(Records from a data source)

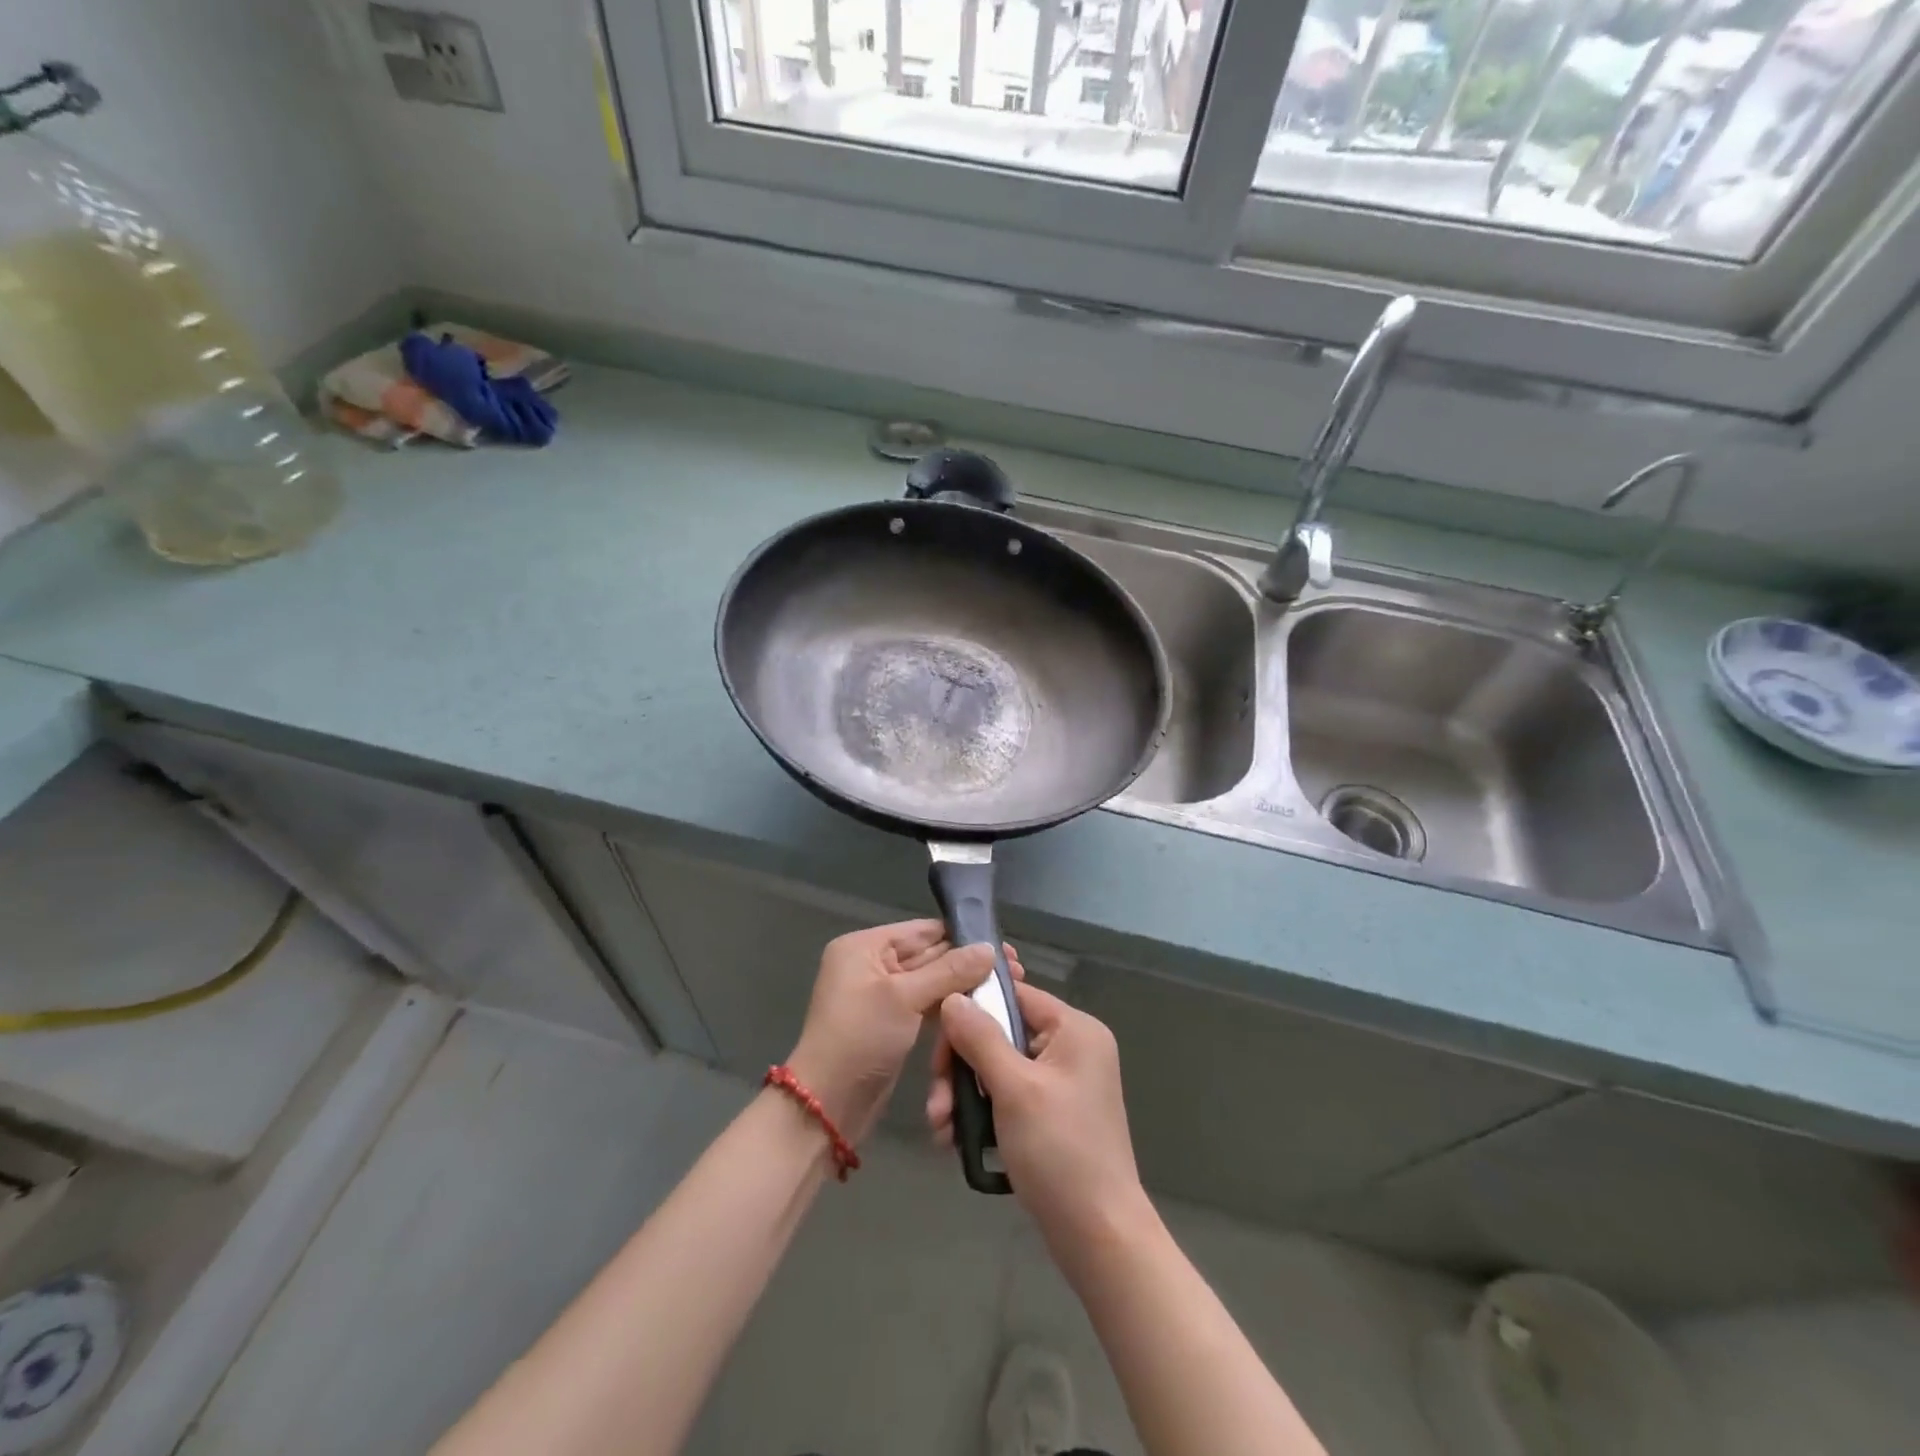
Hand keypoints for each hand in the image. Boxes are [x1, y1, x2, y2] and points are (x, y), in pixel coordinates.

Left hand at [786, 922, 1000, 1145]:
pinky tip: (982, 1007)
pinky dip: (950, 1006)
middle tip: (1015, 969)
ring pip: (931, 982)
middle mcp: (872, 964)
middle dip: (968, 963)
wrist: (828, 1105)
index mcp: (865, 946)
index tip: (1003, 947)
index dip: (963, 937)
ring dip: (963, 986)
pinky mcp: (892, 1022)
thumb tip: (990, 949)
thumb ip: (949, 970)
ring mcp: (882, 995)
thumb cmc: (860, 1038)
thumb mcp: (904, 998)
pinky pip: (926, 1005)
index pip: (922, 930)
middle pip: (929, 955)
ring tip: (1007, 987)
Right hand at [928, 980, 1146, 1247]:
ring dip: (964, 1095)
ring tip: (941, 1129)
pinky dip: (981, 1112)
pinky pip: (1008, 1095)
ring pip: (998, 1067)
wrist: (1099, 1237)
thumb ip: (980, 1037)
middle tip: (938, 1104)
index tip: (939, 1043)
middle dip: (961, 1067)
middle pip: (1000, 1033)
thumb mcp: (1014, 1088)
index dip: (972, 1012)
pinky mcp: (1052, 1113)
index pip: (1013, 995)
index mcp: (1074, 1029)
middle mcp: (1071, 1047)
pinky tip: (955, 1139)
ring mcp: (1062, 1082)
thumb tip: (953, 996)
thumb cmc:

**WHAT YOU NEED TO DO**
Each line from the one containing "ring dip: (963, 986)" to the end of the records should be echoed exactly, and no other line.

**RESULT OF THE EXERCISE**
ring dip: (963, 986)
pinky mcp: (892, 1022)
thumb tip: (990, 949)
thumb ip: (949, 970)
ring mcp: (882, 995)
thumb cmc: (860, 1038)
thumb mcp: (904, 998)
pinky pip: (926, 1005)
index pip: (922, 930)
middle pip: (929, 955)
ring tip: (1007, 987)
Right hand at [928, 980, 1146, 1247]:
ring dip: (964, 1095)
ring tip: (941, 1129)
pinky dip: (981, 1112)
pinky pip: (1008, 1095)
ring pip: (998, 1067)
wrist: (1099, 1237)
thumb ip: (980, 1037)
middle tip: (938, 1104)
index tip: (939, 1043)
middle dip: (961, 1067)
middle pip: (1000, 1033)
thumb mcp: (1014, 1088)
index dip: (972, 1012)
pinky mcp: (1052, 1113)
index pip: (1013, 995)
index mcp: (1074, 1029)
middle mcp: (1071, 1047)
pinky tip: (955, 1139)
ring mcp: (1062, 1082)
thumb tip: (953, 996)
thumb cmc:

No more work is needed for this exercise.